GBP/USD: bulls not out of the woods yet, but BoE's McCaffert mildly-hawkish
Currently, GBP/USD is trading at 1.3131, down -0.90% on the day, having posted a daily high at 1.3251 and low at 1.3122.
GBP/USD has been supported on the back of BoE policymaker Ian McCafferty who was crossing the wires, suggesting that the recent shift in market expectations for a BOE rate rise to late 2017 had reduced the risk of "an unpleasant surprise," as per Reuters reports.
BoE’s McCafferty: No need for QE reversal until bank rate has been increased "several times"
Elsewhere, Sterling had traded sideways in Asia today, but as soon as European traders entered the fray, sterling was sold off heavily to the aforementioned lows. It has been pushed below $1.32 for the first time since the BOE meeting and concluded the 50% retracement objective of the rally since late August. The 61.8% retracement is found near $1.3110, ten pips below the low.
Besides the political uncertainty in the UK and poor data of late with a weakening growth outlook - all weighing on the pound, the dollar was a major contributor to the slide today as well.
The Dollar Index climbed from 93.25 two-day highs at 93.936 the high so far and is testing a weekly top. The US dollar gained strength on the back of rising Treasury yields following US data and comments from Federal Reserve officials.
US Factory Orders: Signs of manufacturing strength - Wells Fargo
Today’s reports suggested that the negative effects of the hurricanes on economic growth were limited. Initial jobless claims decreased by 12K to 260K (against 265K expected), the trade deficit narrowed August amid rising exports and factory orders rose 1.2% (vs 1.0%). Two FOMC members, Williams and Harker spoke today signalling support for another rate hike before the year-end.

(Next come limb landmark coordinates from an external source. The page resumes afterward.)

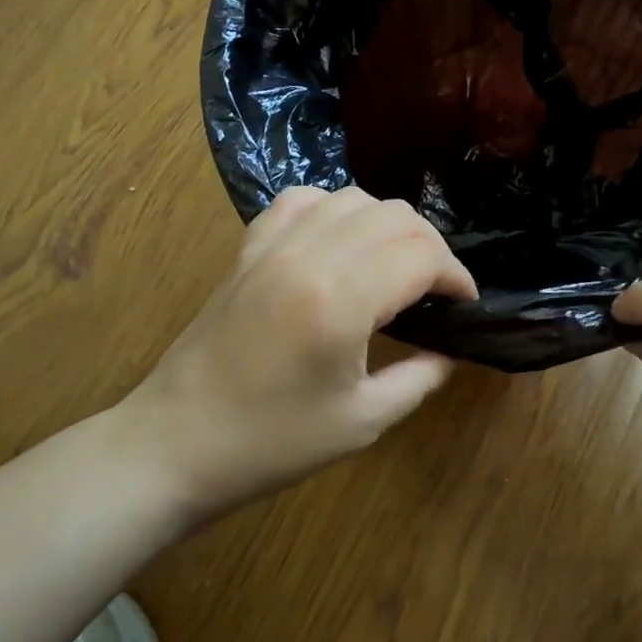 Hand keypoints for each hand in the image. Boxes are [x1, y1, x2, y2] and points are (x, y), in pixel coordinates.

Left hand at [122, 186, 476, 522]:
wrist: (176, 443)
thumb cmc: (272, 443)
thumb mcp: (363, 421)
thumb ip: (420, 377)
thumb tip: (453, 349)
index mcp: (340, 301)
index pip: (421, 255)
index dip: (456, 276)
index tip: (465, 304)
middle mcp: (308, 256)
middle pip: (395, 217)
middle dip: (431, 248)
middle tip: (437, 290)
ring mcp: (272, 245)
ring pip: (353, 198)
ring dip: (388, 225)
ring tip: (395, 265)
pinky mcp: (248, 247)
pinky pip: (301, 200)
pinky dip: (335, 210)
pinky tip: (341, 241) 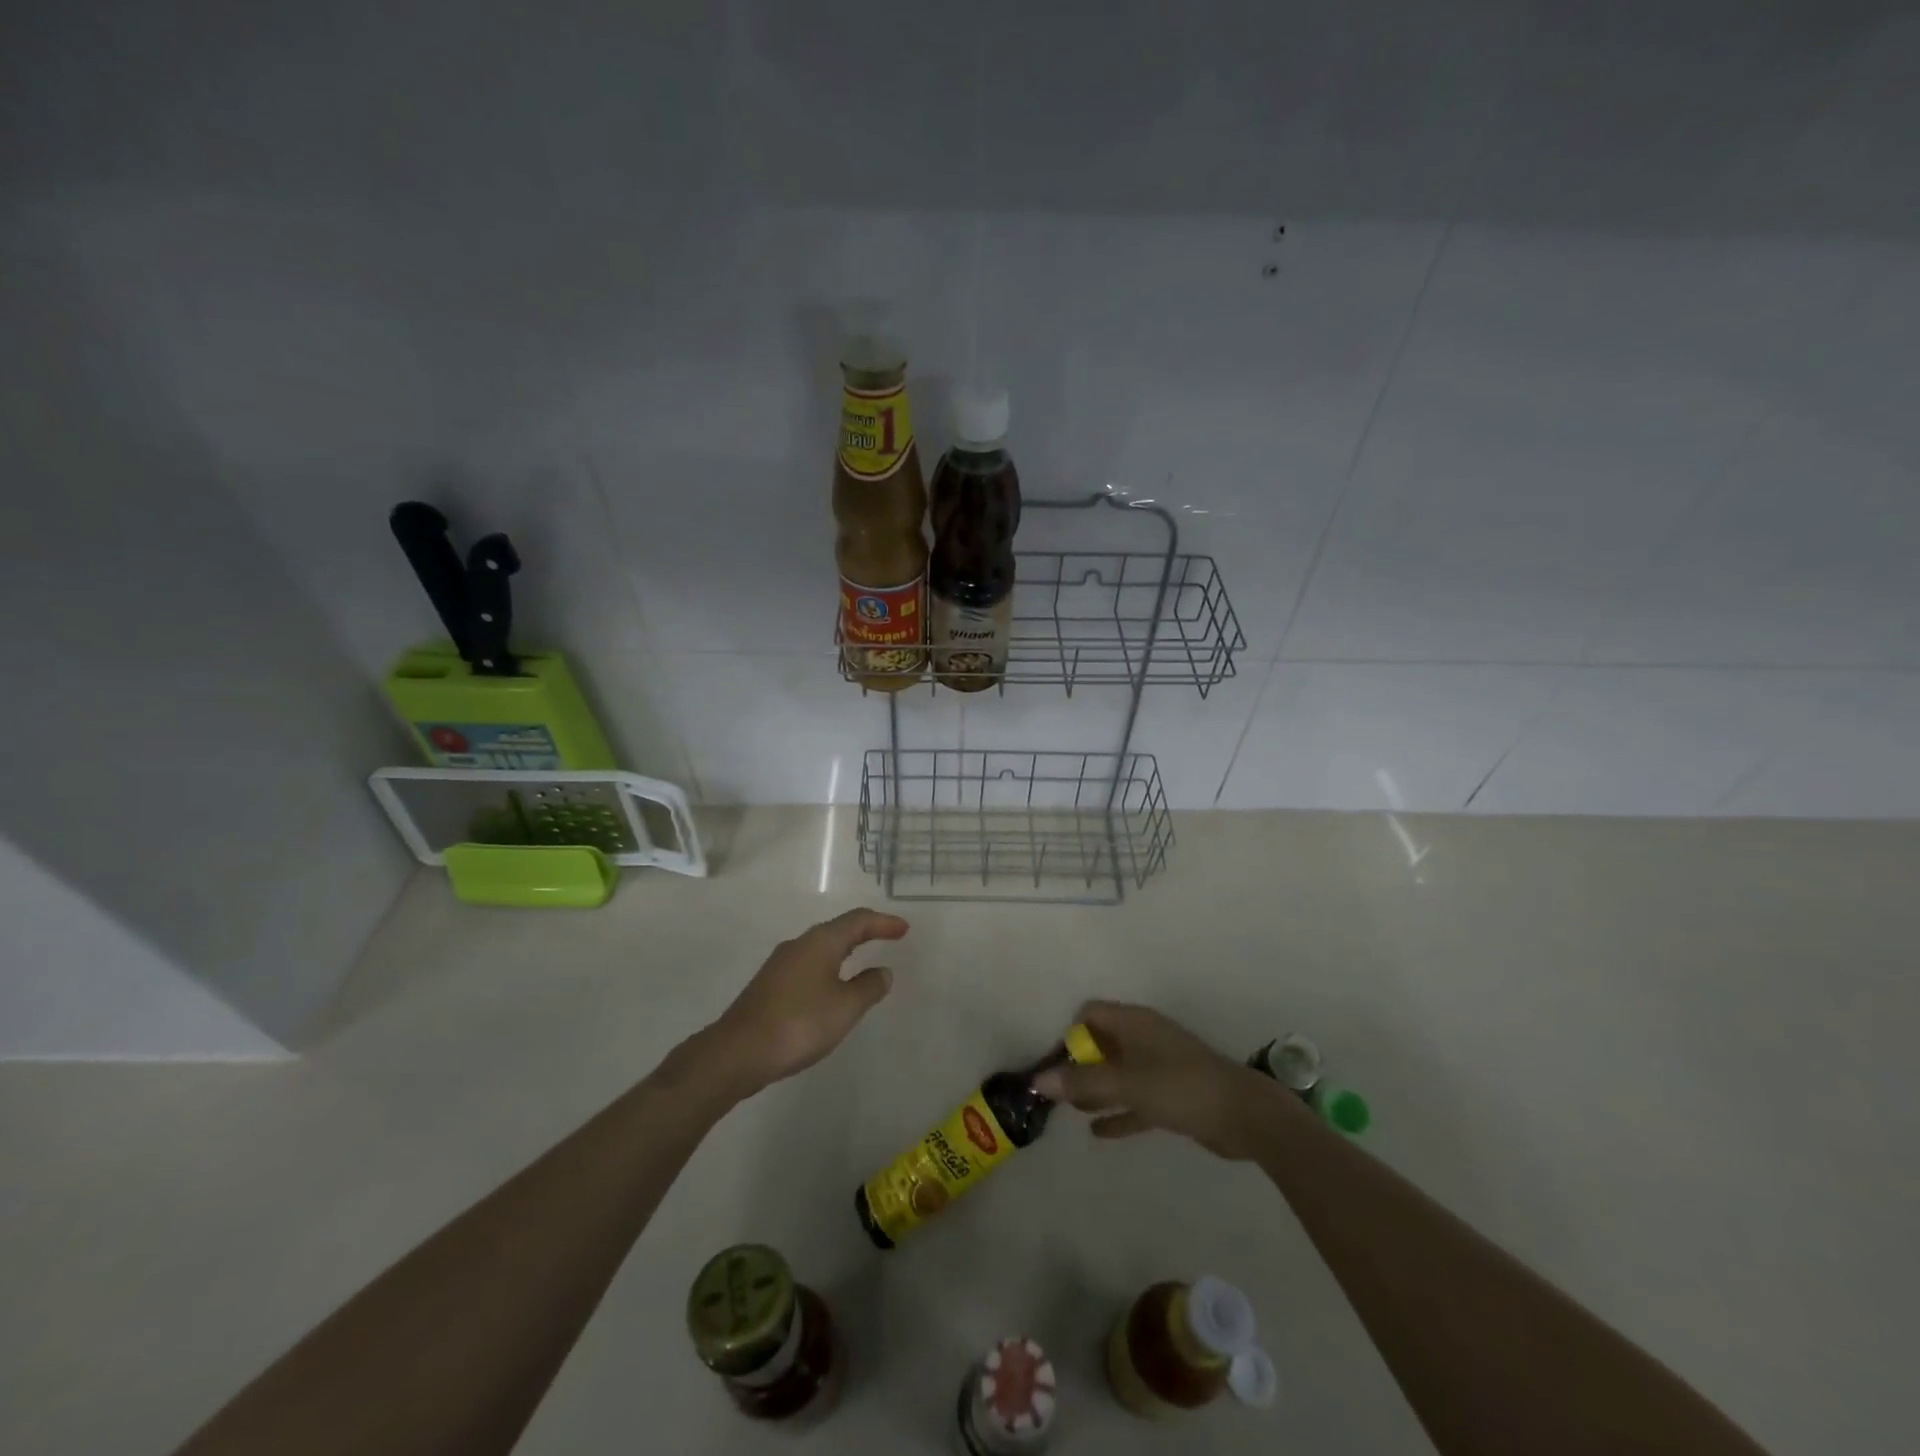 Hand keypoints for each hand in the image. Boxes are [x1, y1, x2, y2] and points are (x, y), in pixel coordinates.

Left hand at [707, 908, 907, 1096]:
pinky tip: (831, 985)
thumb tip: (883, 971)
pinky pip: (809, 964)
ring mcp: (780, 964)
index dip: (883, 923)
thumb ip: (868, 987)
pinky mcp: (770, 984)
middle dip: (865, 931)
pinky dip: (829, 965)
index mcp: (820, 942)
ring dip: (845, 948)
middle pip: (838, 929)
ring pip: (821, 947)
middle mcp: (799, 944)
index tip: (904, 929)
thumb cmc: (799, 1024)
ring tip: (863, 958)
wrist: (737, 1052)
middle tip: (888, 936)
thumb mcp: (845, 1008)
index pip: (858, 921)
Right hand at [1032, 1001, 1279, 1159]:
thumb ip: (1082, 1082)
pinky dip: (1117, 1112)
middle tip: (1055, 1091)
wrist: (1243, 1116)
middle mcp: (1144, 1038)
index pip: (1090, 1014)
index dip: (1069, 1034)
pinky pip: (1135, 1100)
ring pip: (1118, 1073)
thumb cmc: (1180, 1087)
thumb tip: (1038, 1080)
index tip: (1054, 1064)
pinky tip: (1097, 1132)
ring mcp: (1159, 1067)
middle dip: (1078, 1064)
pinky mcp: (1171, 1095)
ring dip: (1096, 1089)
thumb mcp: (1127, 1083)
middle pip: (1101, 1043)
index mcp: (1134, 1022)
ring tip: (1069, 1109)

Fed's Williams: Expects gradual rate hikes
Fed’s Harker: Penciled in 3rd hike in December - CNBC
GBP/USD levels
GBP/USD is now en-route for another leg lower towards the 1.2888 2016-2017 uptrend should the bears manage a close at these levels ahead of nonfarm payrolls tomorrow. "Intraday we are unable to rule out this holding the initial test and would allow for failure on bounces to 1.3380. The market has recently failed at the 1.3579 2014-2017 downtrend and is viewed negatively," explained analysts at Commerzbank.